United States District Court, E.D. Louisiana
Apr 12, 2002
No: 01-914 (E.D. La. Apr. 12, 2002)

Opinion

No: 01-914

April 12, 2002


ORDER AND REASONS


Before the Court is defendant's motion to dismiss or, in the alternative, for summary judgment, and plaintiff's cross motion for summary judgment. For the reasons stated below, the Court grants defendant's motion and denies plaintiff's motion.

I. Background

This action arises from plaintiff Donald Durkin's allegations that management personnel at the United States Postal Service ("USPS") discriminated against him because of his race and gender. Plaintiff worked as a postal inspector with the USPS from March 1972 until his retirement in December 1995. On April 3, 1993, plaintiff was placed on the Internal Crimes Team as the audit inspector rather than as the team leader as he had requested. On July 25, 1993, plaintiff filed a formal complaint of discrimination regarding this incident, case number 6I-0251-93. On January 10, 2001, the Equal Employment opportunity Commission ("EEOC") administrative law judge rendered a decision in which she found no discrimination. Plaintiff filed a second formal complaint of discrimination on December 23, 1993, case number HI-0043-94. The complaint alleged that plaintiff was (1) placed on a non-team assignment and not provided with proper equipment and supplies during his five-year audit assignment; (2) denied training opportunities when two vacancies were available in the New Orleans Division; (3) assigned positions with no opportunity for advancement; and (4) not selected to interview for two team leader vacancies. The EEOC affirmed a denial of plaintiff's claims on March 23, 2000, and denied plaintiff's request for reconsideration on October 20, 2000.

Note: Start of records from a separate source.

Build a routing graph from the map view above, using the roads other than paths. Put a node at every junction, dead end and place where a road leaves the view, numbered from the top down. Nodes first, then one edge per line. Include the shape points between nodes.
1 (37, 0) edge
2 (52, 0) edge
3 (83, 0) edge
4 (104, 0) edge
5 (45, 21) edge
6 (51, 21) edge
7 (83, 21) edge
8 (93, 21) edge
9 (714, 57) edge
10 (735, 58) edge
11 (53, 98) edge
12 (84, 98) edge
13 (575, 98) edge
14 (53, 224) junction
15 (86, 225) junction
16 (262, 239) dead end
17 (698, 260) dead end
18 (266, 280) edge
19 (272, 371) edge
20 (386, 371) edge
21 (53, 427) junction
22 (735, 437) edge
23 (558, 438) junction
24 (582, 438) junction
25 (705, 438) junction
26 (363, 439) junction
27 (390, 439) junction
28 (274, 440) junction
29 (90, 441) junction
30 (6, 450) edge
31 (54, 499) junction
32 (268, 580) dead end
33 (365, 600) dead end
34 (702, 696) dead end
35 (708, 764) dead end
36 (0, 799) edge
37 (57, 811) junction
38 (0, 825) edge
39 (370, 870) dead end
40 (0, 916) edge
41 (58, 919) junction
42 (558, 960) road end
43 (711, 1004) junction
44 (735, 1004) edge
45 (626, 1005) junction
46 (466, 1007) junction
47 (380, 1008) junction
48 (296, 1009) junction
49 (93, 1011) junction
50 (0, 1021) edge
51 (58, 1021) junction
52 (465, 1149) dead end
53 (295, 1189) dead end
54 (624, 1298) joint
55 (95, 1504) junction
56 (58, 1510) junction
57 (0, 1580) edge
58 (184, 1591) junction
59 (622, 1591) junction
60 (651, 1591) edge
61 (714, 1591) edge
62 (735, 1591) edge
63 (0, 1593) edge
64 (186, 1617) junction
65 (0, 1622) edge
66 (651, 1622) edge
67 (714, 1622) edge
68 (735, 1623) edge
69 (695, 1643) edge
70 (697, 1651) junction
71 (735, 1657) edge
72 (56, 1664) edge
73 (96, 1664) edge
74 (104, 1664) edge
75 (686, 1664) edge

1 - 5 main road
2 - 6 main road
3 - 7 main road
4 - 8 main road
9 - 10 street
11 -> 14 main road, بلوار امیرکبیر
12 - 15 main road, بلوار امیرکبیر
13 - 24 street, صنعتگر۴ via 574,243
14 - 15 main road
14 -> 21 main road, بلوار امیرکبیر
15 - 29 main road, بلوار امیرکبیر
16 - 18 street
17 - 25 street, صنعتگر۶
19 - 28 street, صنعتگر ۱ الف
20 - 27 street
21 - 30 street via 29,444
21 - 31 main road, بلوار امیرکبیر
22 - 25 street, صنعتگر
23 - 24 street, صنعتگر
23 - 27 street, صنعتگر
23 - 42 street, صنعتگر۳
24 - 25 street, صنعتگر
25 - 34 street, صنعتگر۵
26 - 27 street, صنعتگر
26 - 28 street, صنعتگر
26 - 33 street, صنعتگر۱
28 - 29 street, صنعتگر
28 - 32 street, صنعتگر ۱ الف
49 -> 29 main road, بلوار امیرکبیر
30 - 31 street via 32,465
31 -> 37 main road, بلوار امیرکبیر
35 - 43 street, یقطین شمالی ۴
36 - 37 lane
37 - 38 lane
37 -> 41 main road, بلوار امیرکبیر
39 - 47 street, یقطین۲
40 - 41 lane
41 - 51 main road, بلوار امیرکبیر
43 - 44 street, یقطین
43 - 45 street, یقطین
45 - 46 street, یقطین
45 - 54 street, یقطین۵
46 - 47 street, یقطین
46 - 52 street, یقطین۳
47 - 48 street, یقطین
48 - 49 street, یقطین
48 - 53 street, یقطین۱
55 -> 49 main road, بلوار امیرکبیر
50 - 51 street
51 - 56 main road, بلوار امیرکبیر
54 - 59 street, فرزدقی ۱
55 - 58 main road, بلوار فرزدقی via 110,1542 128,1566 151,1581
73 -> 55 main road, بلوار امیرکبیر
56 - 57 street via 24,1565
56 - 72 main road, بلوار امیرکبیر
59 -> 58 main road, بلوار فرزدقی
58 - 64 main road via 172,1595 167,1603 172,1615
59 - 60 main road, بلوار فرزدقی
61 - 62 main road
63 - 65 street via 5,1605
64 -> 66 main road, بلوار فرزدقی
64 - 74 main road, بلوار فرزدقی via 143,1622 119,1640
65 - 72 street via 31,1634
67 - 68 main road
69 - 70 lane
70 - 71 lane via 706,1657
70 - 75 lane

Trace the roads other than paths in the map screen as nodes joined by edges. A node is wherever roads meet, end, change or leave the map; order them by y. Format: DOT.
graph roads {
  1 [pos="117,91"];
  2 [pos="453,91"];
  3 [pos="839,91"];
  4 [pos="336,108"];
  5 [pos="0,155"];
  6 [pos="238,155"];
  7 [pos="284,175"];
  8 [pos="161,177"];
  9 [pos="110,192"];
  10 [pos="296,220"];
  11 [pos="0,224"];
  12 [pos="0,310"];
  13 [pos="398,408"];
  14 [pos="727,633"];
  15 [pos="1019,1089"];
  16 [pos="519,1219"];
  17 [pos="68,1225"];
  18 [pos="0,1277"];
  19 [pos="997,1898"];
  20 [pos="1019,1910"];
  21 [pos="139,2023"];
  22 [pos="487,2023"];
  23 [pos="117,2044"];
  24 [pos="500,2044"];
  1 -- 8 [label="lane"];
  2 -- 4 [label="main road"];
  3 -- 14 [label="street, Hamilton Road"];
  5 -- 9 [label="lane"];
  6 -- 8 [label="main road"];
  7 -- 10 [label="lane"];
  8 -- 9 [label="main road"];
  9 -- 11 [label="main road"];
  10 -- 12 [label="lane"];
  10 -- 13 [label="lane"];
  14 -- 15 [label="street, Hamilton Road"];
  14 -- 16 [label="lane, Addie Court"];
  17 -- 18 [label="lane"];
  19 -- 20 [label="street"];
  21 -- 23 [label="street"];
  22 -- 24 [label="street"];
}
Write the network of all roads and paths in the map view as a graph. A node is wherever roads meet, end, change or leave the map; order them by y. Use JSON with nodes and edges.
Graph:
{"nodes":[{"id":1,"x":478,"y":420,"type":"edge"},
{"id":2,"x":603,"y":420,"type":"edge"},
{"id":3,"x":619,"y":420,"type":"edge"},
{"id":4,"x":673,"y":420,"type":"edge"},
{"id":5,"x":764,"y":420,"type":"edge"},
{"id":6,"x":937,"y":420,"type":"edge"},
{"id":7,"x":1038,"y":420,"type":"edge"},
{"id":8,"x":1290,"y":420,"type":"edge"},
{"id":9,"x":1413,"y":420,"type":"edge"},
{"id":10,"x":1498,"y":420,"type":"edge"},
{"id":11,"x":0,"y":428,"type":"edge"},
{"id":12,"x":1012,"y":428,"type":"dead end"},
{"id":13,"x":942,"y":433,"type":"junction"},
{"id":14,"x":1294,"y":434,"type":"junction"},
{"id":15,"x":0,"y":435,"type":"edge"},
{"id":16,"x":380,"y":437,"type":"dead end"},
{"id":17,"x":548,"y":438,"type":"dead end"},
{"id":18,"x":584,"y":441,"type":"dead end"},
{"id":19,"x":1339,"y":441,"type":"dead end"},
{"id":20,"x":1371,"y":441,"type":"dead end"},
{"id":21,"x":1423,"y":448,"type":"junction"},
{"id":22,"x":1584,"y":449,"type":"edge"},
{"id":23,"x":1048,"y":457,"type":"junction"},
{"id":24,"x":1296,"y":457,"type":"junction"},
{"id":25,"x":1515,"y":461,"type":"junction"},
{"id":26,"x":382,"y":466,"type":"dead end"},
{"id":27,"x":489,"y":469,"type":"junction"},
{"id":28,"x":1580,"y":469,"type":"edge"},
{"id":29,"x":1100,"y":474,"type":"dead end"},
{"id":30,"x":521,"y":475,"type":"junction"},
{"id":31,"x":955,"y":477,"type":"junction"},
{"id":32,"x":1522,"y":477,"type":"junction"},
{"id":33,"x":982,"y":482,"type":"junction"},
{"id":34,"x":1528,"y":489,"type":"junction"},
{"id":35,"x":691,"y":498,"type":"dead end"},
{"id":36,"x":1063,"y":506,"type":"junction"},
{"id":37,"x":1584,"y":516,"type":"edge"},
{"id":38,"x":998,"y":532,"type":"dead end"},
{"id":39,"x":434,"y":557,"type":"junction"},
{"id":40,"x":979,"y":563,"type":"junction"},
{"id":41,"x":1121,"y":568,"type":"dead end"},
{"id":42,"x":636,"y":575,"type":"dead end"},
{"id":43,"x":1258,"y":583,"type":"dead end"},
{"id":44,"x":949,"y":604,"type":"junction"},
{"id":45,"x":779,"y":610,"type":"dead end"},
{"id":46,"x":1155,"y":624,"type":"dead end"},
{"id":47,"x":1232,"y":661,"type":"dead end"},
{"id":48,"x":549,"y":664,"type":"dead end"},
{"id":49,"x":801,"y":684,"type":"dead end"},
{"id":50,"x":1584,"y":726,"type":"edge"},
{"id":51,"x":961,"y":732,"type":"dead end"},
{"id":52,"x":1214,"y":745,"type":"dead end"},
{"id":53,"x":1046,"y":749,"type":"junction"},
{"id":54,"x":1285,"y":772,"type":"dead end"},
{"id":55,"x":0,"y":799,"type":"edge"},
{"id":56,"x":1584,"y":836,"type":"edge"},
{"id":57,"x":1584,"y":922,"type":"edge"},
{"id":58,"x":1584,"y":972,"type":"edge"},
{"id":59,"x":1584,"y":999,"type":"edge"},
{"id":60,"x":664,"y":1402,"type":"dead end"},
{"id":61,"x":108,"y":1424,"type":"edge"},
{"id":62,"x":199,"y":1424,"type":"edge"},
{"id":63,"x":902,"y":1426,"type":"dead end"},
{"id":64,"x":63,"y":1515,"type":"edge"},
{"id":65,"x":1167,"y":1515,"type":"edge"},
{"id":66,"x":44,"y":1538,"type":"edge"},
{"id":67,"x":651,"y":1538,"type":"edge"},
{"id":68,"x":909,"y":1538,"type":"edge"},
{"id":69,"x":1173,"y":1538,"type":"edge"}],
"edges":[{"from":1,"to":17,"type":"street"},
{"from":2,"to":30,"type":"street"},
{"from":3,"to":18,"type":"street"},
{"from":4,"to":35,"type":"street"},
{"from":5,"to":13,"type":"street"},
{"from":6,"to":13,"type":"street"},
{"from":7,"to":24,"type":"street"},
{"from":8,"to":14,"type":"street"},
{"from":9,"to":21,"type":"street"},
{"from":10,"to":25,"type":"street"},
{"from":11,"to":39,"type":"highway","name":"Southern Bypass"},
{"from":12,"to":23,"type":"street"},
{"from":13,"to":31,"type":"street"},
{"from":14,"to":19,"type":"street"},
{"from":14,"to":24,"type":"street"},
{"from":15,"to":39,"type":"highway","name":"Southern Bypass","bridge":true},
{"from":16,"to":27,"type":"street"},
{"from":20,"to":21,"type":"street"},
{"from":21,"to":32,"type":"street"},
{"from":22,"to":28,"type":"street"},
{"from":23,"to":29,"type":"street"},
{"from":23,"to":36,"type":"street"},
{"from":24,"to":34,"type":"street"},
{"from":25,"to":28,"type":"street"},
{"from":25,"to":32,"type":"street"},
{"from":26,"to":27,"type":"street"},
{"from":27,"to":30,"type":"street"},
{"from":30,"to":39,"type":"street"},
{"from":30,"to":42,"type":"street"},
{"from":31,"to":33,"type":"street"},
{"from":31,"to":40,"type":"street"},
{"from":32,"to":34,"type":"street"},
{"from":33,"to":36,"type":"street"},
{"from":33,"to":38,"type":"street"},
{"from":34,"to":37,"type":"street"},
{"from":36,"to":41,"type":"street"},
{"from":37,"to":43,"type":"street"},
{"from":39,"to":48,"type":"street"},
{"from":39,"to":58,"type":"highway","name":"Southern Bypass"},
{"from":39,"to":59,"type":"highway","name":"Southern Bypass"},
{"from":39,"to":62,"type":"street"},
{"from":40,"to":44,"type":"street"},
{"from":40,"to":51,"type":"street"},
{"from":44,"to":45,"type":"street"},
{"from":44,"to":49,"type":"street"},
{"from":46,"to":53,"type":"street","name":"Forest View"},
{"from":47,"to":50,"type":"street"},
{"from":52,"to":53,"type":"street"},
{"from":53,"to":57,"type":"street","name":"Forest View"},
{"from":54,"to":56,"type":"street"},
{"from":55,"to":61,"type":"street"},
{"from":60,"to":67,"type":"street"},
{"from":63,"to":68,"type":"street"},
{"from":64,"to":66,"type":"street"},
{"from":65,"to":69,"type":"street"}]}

On April 5, 2001, plaintiff brought this action under Title VII, 42 U.S.C. § 2000e, et seq., alleging that his employer discriminated against him based on his race and gender and that he was retaliated against for filing complaints with the USPS EEOC. This case was initially before Judge Morey L. Sear, who dismissed plaintiff's retaliation claims in an order issued on October 17, 2001. Defendant moves to dismiss the claims related to plaintiff's second administrative complaint under Federal Rule of Civil procedure 12(b)(1) because plaintiff failed to file this lawsuit within the statutory period. Defendant further moves to dismiss the remainder of plaintiff's claims for failure to state a claim under Rule 12(b)(6) of the Federal Rules, or in the alternative, for failure to present genuine issues of material fact under Rule 56. plaintiff filed an response to defendant's motion and seeks summary judgment against defendant.

II. Discussion

A. Legal standard

Defendant moves to dismiss this action for failure to state a claim upon which relief can be granted under Rule 12(b)(6) of the Federal Rules of Civil Procedure or for summary judgment under Rule 56. The Court will deal with defendant's motion as a motion for summary judgment under Rule 56 because matters outside of the pleadings have been presented to and will be considered by the Court. See FED. R. CIV. P. 12(b)(6).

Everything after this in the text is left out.